Among ${\left( {{{C}}{{{H}}_3}} \right)_3}{{N}}$, ${{{C}}_5}{{{H}}_5}{{N}}$ and ${{C}}{{{H}}_3}{{CN}}$, the electronegativity of nitrogen is in the order:
A. ${{C}}{{{H}}_3}{{CN > }}{{{C}}_5}{{{H}}_5}{{N}} > {\left( {{{C}}{{{H}}_3}} \right)_3}{{N}}$
B. ${{{C}}_5}{{{H}}_5}{{N}} > {\left( {{{C}}{{{H}}_3}} \right)_3}{{N}} > {{C}}{{{H}}_3}{{CN}}$
C. ${\left( {{{C}}{{{H}}_3}} \right)_3}{{N}} > {{C}}{{{H}}_3}{{CN}} > {{{C}}_5}{{{H}}_5}{{N}}$
D. Electronegativity is the same in all of these.

Answer 1

Hint:Electronegativity can be measured using the steric number of the compound. Steric number is the sum of the number of $\sigma $ bonds and the number of lone pairs. Based on the number of lone pairs, the shape and geometry of the compound changes.

Complete answer:
Based on s character, we can find the electronegativity of nitrogen in each compound. s character is measured from the steric number.
Steric number $ = $ number of $\sigma $ bonds $ + $ number of lone pairs.
The structure of each compound is given below:
 $\left( {{{\left( {{{C}}{{{H}}_3}} \right)}_3}{{N}}} \right)$ $\left( {{{{C}}_5}{{{H}}_5}{{N}}} \right)$ $\left( {{{C}}{{{H}}_3}{{CN}}} \right)$
Now let’s calculate the steric number of each compound.
${\left( {{{C}}{{{H}}_3}} \right)_3}{{N}}$ has one lone pair and three $\sigma $ bonds. Therefore its steric number is $3 + 1 = 4$, i.e. it has ${{s}}{{{p}}^3}$ hybridization. Its character is $25\% $.
${{{C}}_5}{{{H}}_5}{{N}}$ also has one lone pair and two $\sigma $ bonds.

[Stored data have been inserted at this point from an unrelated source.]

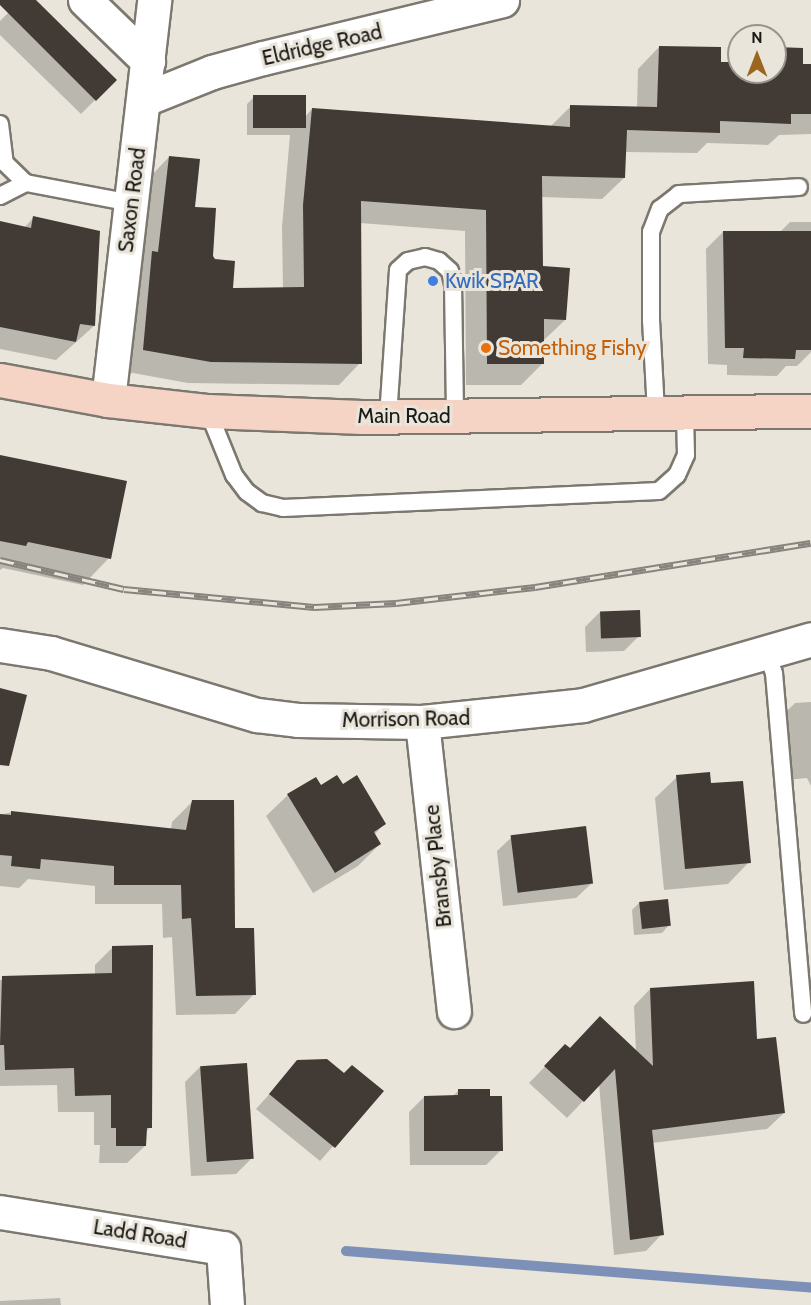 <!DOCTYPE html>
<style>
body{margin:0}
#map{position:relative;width:811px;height:1305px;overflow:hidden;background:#e9e5db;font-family:Cabin,sans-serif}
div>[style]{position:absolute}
.shadow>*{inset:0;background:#0003}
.stream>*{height:10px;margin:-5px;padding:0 5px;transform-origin:5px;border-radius:5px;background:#7d91b8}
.building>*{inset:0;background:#423a35;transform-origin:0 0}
.roads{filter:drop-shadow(2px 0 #7c786f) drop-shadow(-2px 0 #7c786f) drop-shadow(0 2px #7c786f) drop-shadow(0 -2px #7c786f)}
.service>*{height:16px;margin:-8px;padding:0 8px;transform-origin:8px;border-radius:8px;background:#fff}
.minor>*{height:33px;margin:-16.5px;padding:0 16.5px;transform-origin:16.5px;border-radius:16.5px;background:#fff}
.secondary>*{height:33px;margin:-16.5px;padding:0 16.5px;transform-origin:16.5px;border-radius:16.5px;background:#f5d4c6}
.rail>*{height:7px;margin-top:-3.5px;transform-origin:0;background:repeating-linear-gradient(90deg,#e9e5db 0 14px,#86847d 0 28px);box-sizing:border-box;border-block:2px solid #86847d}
.dots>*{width:16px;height:16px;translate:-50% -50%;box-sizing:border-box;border:3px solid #e9e5db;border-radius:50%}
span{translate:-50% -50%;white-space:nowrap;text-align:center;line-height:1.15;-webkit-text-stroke:6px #e9e5db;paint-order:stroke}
.street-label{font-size:21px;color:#1b1a16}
.shop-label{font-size:21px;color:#366cbe}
.left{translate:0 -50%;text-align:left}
.food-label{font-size:21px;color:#c56008}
.north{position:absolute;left:727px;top:24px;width:60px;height:60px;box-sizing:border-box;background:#e9e5db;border:2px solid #97948c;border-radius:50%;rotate:0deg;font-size:16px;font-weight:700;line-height:24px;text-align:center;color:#1b1a16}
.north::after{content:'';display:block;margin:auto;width:21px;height:27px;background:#9b661e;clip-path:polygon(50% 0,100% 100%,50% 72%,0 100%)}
</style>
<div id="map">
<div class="shadow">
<div style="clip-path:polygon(21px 0,34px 0,115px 80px,81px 114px,0 35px,0 21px)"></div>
<div style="clip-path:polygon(659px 47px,739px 72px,775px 72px,811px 66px,811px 134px,779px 135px,768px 145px,707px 143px,697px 153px,625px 152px,624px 178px,602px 199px,541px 197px,542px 267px,565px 320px,543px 341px,543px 363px,521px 385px,466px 385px,465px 231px,360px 223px,360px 363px,339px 385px,188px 383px,122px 371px,148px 179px,169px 157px,212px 256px,232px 289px,283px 289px,282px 227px,290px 135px,247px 135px,247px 104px,254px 97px,303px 119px,312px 109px,550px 127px,571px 106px,637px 108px,638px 69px)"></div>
<div style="clip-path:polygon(33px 218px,94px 326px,56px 360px,0 349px,0 222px,24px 228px)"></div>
<div style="clip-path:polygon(790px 222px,811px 222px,811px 352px,797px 366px,786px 366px,777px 376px,727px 375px,727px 365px,708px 364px,706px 249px,723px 232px,780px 232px)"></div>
<div style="clip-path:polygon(0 456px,109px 558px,83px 585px,3px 568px,0 570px)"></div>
<div style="clip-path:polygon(600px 612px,639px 636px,624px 651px,586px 652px,585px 627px)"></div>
<div style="clip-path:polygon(811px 702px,811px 786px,807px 778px,786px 780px,780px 718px,795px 703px)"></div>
<div style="clip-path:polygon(677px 777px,749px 862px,728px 884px,664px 890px,655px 798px)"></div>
<div style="clip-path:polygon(343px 786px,384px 824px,374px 835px,380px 844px,358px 866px,313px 893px,266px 816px,288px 795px)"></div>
<div style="clip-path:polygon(192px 802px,254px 994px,235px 1014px,176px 1015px,172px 937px,163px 938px,162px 904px,95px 904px,95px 886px,28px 879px,19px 888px,0 886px,0 815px,12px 812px,171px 830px,172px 822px)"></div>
<div style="clip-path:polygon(512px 837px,591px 884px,576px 898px,503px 906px,497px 851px)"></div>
<div style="clip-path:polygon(640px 902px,669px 925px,662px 933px,634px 935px,632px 910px)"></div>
<div style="clip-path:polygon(112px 948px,150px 1127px,145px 1133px,145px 1146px,127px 1163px,99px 1163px,100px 1145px,94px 1145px,94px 1112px,58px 1112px,57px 1085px,0 1086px,0 980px,95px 975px,95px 965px)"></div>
<div style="clip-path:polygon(650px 989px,756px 1041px,784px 1113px,767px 1129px,652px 1143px,662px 1234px,646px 1251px,614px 1255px,599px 1084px,567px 1118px,529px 1083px,565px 1046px,569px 1050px,636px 1052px,634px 1006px)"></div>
<div style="clip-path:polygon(298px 1062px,344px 1075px,381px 1092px,320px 1161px,256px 1109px)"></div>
<div style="clip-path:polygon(200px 1067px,251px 1159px,236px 1174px,191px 1176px,185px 1082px)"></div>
<div style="clip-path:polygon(459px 1090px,501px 1150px,486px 1165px,410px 1165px,409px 1112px,424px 1097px,452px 1097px)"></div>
<div style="clip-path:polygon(60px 1298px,61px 1305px,0 1305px,0 1301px)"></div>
</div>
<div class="stream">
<div style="left:346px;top:1251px;width:466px;rotate:4.5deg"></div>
</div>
<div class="building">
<div style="clip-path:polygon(0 0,36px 0,117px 80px,96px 101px,0 5px)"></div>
<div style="clip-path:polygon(659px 46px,721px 47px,721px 62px,739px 62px,739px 72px,775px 72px,775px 47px,803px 48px,803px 64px,811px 64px,811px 114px,791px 114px,791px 124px,720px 121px,720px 133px,627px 130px,625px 178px,542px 176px,543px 266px,570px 268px,566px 320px,544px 319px,544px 364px,487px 364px,486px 210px,361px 201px,362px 364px,211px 362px,143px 350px,152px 251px,158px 252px,169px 156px,200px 159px,195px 207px,216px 208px,213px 256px,215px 259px,235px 261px,233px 288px,304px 287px,303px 205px,312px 108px,570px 127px,570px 105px,657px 107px)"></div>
<div style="left:253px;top:95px;width:53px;height:33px"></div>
<div style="clip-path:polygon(33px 216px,100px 231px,95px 326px,80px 324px,76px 342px,0 327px,0 221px,31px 228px)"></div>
<div style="clip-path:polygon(723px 231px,811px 231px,811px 350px,796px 350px,795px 359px,743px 358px,744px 348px,725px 348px)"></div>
<div style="clip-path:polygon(0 455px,127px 481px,111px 559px,28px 542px,26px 546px,0 541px)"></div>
<div style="left:640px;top:610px;width:27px;height:40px;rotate:88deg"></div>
<div style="clip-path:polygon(0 688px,27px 695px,9px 766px,0 765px)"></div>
<div style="clip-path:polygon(710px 772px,711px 783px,743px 781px,751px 863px,685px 869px,676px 775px)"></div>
<div style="clip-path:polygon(337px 775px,343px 784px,357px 775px,386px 824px,374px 832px,381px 844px,335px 873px,287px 794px,316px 777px,321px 785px)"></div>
<div style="clip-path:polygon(192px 800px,234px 800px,235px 928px,254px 928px,256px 995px,196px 996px,191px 918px,182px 919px,181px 885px,114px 885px,114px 866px,41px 859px,40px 869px,11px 866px,12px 856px,0 855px,0 814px,11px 815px,11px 811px,186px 830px)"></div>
<div style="left:586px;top:826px;width:58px;height:76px;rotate:83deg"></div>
<div style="left:668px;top:899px;width:27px;height:29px;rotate:84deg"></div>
<div style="clip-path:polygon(153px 945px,152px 1128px,147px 1128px,146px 1146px,116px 1146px,116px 1128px,111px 1128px,111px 1095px,75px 1096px,74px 1068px,5px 1070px,4px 1045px,0 1045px,2px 976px,112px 973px,112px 946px)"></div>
<div style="clip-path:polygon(754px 981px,757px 1039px,776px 1037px,785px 1113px,652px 1130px,664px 1235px,630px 1240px,615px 1069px,584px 1102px,544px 1066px,565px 1044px,570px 1048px,600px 1016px,653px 1066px,650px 988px)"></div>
<div style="clip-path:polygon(327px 1059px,344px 1073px,352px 1065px,384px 1091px,335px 1148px,269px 1094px,297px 1060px)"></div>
<div style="left:247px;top:1063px;width:96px;height:47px;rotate:86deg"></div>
<div style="clip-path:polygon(458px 1089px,490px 1089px,490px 1096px,502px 1096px,503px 1151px,424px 1151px,424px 1096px,458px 1095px)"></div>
</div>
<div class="roads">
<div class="service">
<div style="left:0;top:124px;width:39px;rotate:83deg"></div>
<div style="left:5px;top:163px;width:29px;rotate:44deg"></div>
<div style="left:26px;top:183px;width:108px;rotate:10.7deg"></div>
<div style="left:0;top:196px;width:29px;rotate:-27deg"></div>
<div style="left:208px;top:411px;width:69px;rotate:67.9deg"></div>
<div style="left:234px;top:475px;width:21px;rotate:53deg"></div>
<div style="left:247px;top:492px;width:19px;rotate:36deg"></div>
<div style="left:262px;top:503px;width:22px;rotate:13deg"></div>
<div style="left:283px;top:508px;width:376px;rotate:-2.6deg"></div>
<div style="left:659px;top:491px;width:24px;rotate:-42deg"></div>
<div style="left:677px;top:475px;width:22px;rotate:-66deg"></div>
<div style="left:686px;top:455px;width:42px;rotate:-91.4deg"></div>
<div style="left:656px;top:412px;width:91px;rotate:-93.1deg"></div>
<div style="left:651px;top:321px;width:89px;rotate:-90deg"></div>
<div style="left:651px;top:232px;width:25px;rotate:-69deg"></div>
<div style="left:660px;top:209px;width:24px;rotate:-38deg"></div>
<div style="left:679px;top:194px;width:120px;rotate:-3.3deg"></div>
<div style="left:388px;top:417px;width:147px;rotate:-86.1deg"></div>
<div style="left:398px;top:270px;width:13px;rotate:-42deg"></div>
<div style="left:408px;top:261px;width:17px;rotate:-13deg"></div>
<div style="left:425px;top:257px;width:15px;rotate:16deg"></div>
<div style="left:439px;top:261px;width:15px;rotate:42deg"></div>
<div style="left:450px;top:271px;width:13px;rotate:77deg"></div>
<div style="left:453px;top:284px;width:132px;rotate:89.1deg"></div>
<div style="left:767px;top:653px;width:21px;rotate:71deg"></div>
<div style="left:774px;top:673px;width:342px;rotate:85.1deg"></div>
</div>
<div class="minor">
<div style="left:85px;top:0;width:88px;rotate:44.1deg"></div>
<div style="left:145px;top:99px;width:72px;rotate:-21.9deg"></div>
<div style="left:212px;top:72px;width:53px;rotate:-15.4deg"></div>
<div style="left:263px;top:58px;width:246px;rotate:-13.6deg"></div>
<div style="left:108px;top:400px;width:403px;rotate:-83.4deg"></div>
<div style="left:0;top:645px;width:52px;rotate:8.9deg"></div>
<div style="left:51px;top:653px;width:215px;rotate:16.8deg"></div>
<div style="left:257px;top:715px;width:41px;rotate:7deg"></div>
<div style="left:298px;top:720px;width:124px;rotate:0.9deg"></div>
<div style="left:422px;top:722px;width:162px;rotate:-6deg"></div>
<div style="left:583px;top:705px;width:237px;rotate:-16.1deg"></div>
<div style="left:422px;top:722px;width:291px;rotate:83.7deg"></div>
<div style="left:0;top:1212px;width:226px;rotate:9.2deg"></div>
<div style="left:223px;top:1248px;width:57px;rotate:86deg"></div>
</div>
<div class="secondary">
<div style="left:0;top:380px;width:110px;rotate:10.5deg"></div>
<div style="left:108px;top:400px;width:101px;rotate:6.3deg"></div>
<div style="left:208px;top:411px;width:154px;rotate:2.2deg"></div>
<div style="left:362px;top:417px;width:449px;rotate:-0.8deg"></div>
</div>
</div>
<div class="rail">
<div style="left:0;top:560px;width:127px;rotate:13.2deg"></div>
<div style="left:124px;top:589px;width:191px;rotate:5.4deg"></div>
<div style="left:314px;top:607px;width:82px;rotate:-2.8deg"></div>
<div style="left:396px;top:603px;width:140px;rotate:-6.6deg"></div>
<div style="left:535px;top:587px;width:279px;rotate:-9.1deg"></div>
</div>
<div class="dots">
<div style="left:433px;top:281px;background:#3f7fe0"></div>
<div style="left:486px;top:348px;background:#e8710a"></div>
</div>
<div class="street-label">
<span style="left:322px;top:45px;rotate:-13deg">Eldridge Road</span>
<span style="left:132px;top:200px;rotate:-83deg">Saxon Road</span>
<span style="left:404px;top:416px">Main Road</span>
<span style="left:406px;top:719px;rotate:-1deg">Morrison Road</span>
<span style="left:438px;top:866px;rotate:-96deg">Bransby Place</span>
<span style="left:140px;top:1234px;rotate:9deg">Ladd Road</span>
</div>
<div class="shop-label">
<span class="left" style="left:445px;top:281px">Kwik SPAR</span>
</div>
<div class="food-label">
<span class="left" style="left:498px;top:348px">Something Fishy</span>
</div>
<div class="north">N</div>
</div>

Thus its steric number is $2 + 1 = 3$, i.e. it has ${{s}}{{{p}}^2}$ hybridization. Its s character is $33\% $.
While ${{C}}{{{H}}_3}{{CN}}$ has one lone pair and only one $\sigma $ bond. Thus its steric number is $1 + 1 = 2$, i.e. it has ${{sp}}$ hybridization. Its s character is $50\% $.
${{C}}{{{H}}_3}{{CN}}$ has more s character. More the s character, more the electronegativity. Thus we can say that the nitrogen in ${{C}}{{{H}}_3}{{CN}}$ has more electronegativity than that in ${{{C}}_5}{{{H}}_5}{{N}}$ and ${\left( {{{C}}{{{H}}_3}} \right)_3}{{N}}$. Between ${{{C}}_5}{{{H}}_5}{{N}}$ and ${\left( {{{C}}{{{H}}_3}} \right)_3}{{N}}$, ${{{C}}_5}{{{H}}_5}{{N}}$ has more s character and ${\left( {{{C}}{{{H}}_3}} \right)_3}{{N}}$ has least s character. Thus electronegativity is least in ${\left( {{{C}}{{{H}}_3}} \right)_3}{{N}}$.
Therefore the order is ${{C}}{{{H}}_3}{{CN > }}{{{C}}_5}{{{H}}_5}{{N}} > {\left( {{{C}}{{{H}}_3}} \right)_3}{{N}}$.

Hence, the correct option is A.

Note:
More s character indicates that the electrons are closer to the nucleus. Basicity is determined based on the electronegativity. Since the electrons are closer to the nucleus, it will be much more basic. This is because it is not ready to donate electrons to bond with a proton.